SAP and the security ecosystem have done great work in getting the message out that as the technology platform improves integration and collaboration, there is the need for strong controls over the technology that supports this. Those controls are not the domain of just one team but from a security perspective we need to understand how they fit together to provide a secure environment.
There have been discussions on some of the SAP forums recently debating the role of the SAP security analyst (and the relevance of certification based on that role).
There are two prevalent views:
- Those who say that they retain a business focus and therefore roles are their domain and that's where they are staying. If SoD and SA checks are OK then things are secure (which will be the topic of another blog soon).

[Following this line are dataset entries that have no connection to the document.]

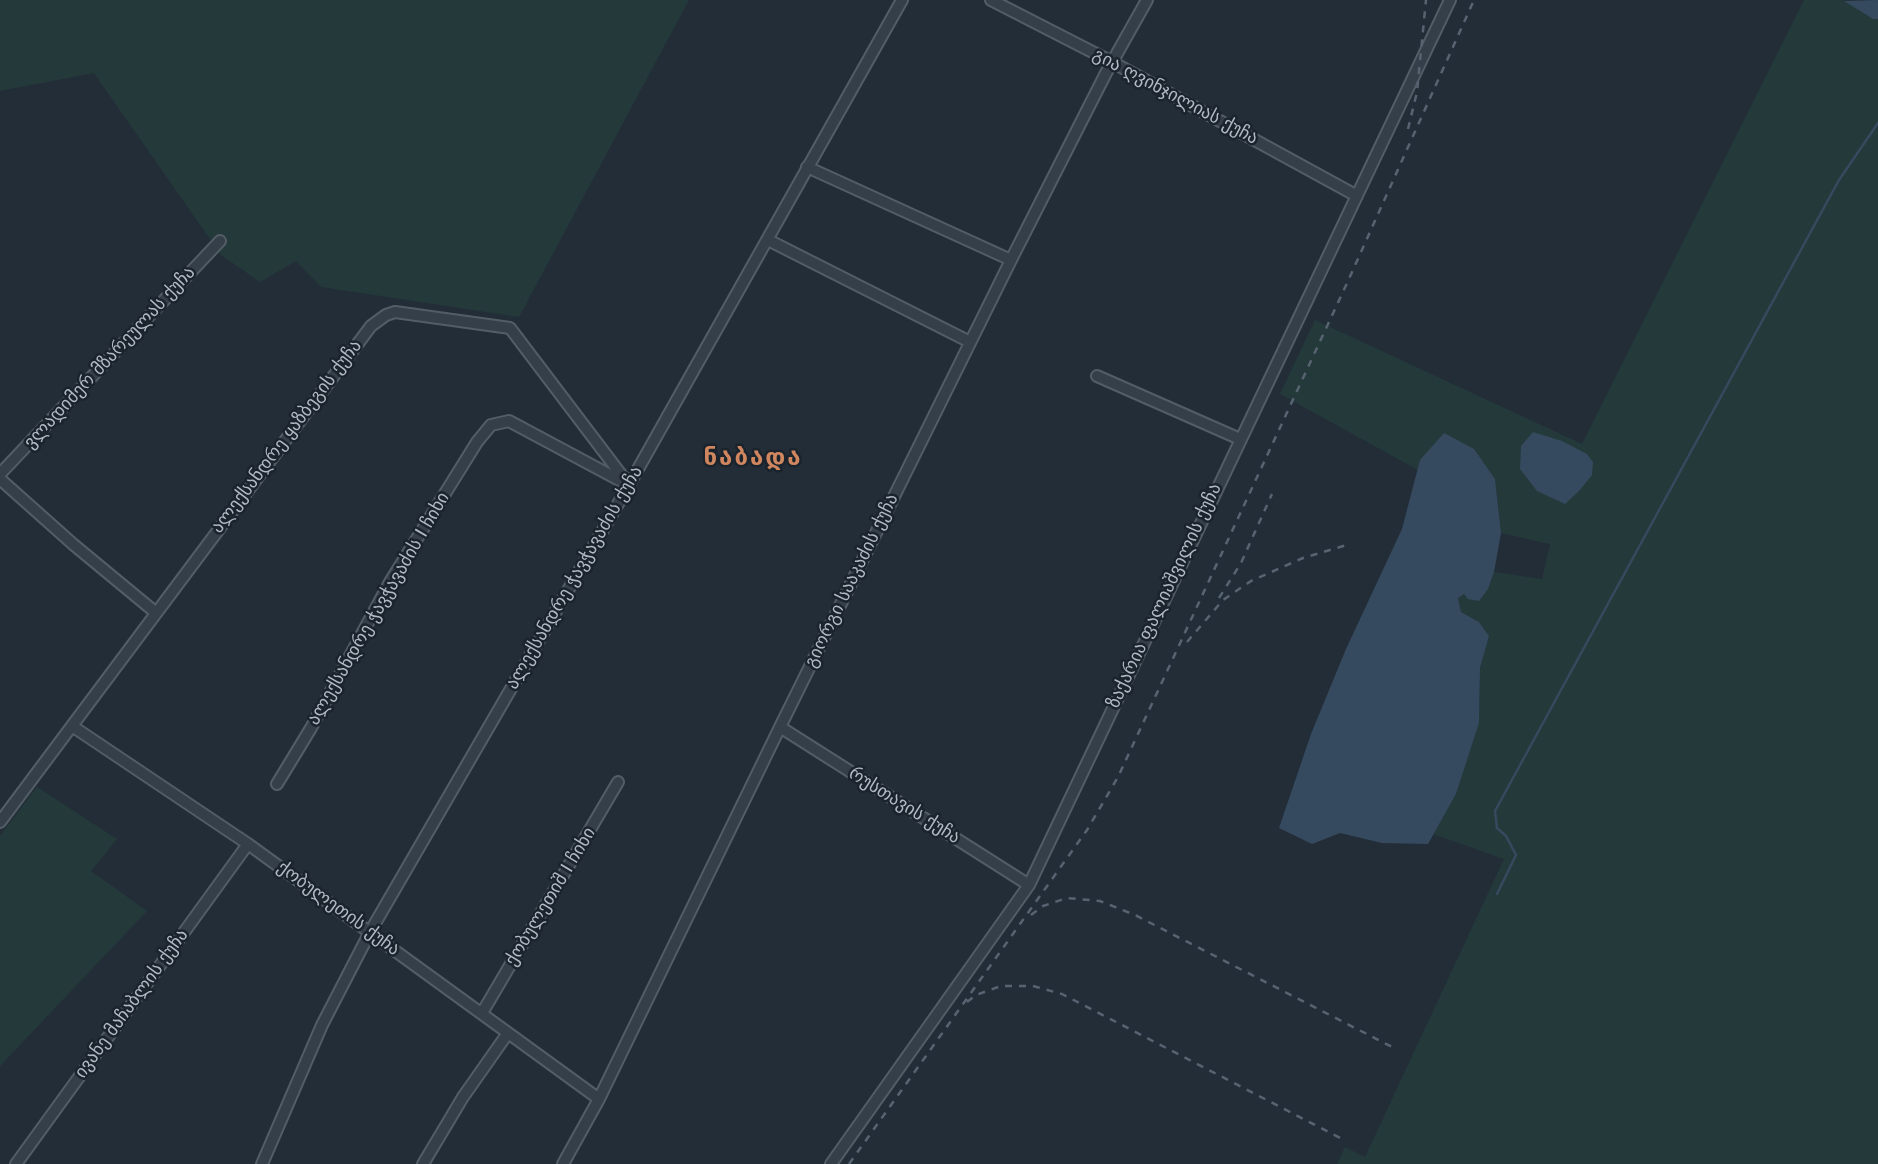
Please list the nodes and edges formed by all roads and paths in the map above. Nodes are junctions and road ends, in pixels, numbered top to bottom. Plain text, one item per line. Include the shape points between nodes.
1 (902, 0) edge
2 (991, 0) edge
3 (1147, 0) edge
4 (1450, 0) edge
5 (1112, 62) junction
6 (807, 167) junction
7 (1357, 196) junction
8 (768, 240) junction
9 (220, 241) dead end
10 (1011, 260) junction
11 (970, 342) junction
12 (1097, 376) dead end
13 (1240, 439) junction
14 (0, 476) edge
15 (629, 485) junction
16 (155, 612) junction
17 (72, 726) junction
18 (780, 727) junction
19 (618, 782) dead end
20 (277, 784) dead end
21 (0, 822) edge
22 (248, 844) junction
23 (1028, 885) junction
24 (370, 932) junction
25 (482, 1013) junction
26 (508, 1033) junction
27 (599, 1099) junction
28 (16, 1164) edge
29 (262, 1164) edge
30 (422, 1164) edge
31 (563, 1164) edge
32 (831, 1164) edge

1 - 6 street, ალექსანდრე ჭავჭავაძის ქუჩა
2 - 5 street, გია ღვინჯილიას ქუჩა
3 - 5 street, გიორგი სააკაძის ქუჩა
4 - 7 street, ზაქარია ფალიაშვილის ქუჩა
5 - 7 street, გია ღვინჯილიას ქუჩა
5 - 10 street, გიორგი სააკაძის ქუჩა
6 - 8 street, ალექსანდრე ჭავჭავაძის ქუჩა
6 - 10 street
7 - 13 street, ზაქარია ფალიაშვილის ქუჩა
8 - 11 street
8 - 15 street, ალექსანდრე ჭავჭავაძის ქუჩა
9 - 14 street, ვლადიმერ მზარეულას ქუჩა
10 - 11 street, გიორგი სააკაძის ქუჩა
11 - 18 street, გიორგი სააკაძის ქუჩა
12 - 13 street
13 - 23 street, ზაქარია ფალიაშვილის ქუჩა
14 - 16 street
15 - 16 street, ალექსანდრე ყაზბეგის ქუჩა via 510,328 395,312 371,326
15 - 20 street, ალექსანდრე ჭავჭავაძის I ჩიხი via 509,421 491,425 390,582
15 - 24 street, ალექსანდრე ჭავჭავაძის ქუჩა
16 - 17 street, ალექსანდრე ყაზბეგის ქუჩა
17 - 21 street, ალექსანდრე ყაზბეგის ქუჩა
17 - 22 street, ქობულეთის ქუჩა
18 - 23 street, რუსთავის ქუჩა
18 - 27 street, გიორგი სააკაძის ქუჩა
19 - 25 street, ქობულეთიშ I ჩიხი
22 - 24 street, ქობულეთის ქუჩა
22 - 28 street, ივანე მაჩაბლის ქუჩა
23 - 32 street, ზაქარია ფალიაშვილის ქუჩა
24 - 25 street, ქობულეთის ქუჩა
24 - 29 street, ალექსანდრე ჭავჭავაძის ქუჩა via 322,1025
25 - 26 street, ქობულეთის ქუჩა
26 - 27 street, ქობულეთის ქუჩა
26 - 30 street
27 - 31 street, გიორგი სააკაძის ქუჩა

- Those who are developing their skills to meet the challenges of evolving technology and business practices. They view security holistically and while not necessarily being expert in comms, OS, DB, network security etc, they have an understanding of the integration points and dependencies between the components.
The business & technical components of security are not mutually exclusive and it is one of the things that makes this field such an interesting area to work. I do, however, believe that a credible security practitioner must be aiming to wear both hats if they want to be, and stay, effective.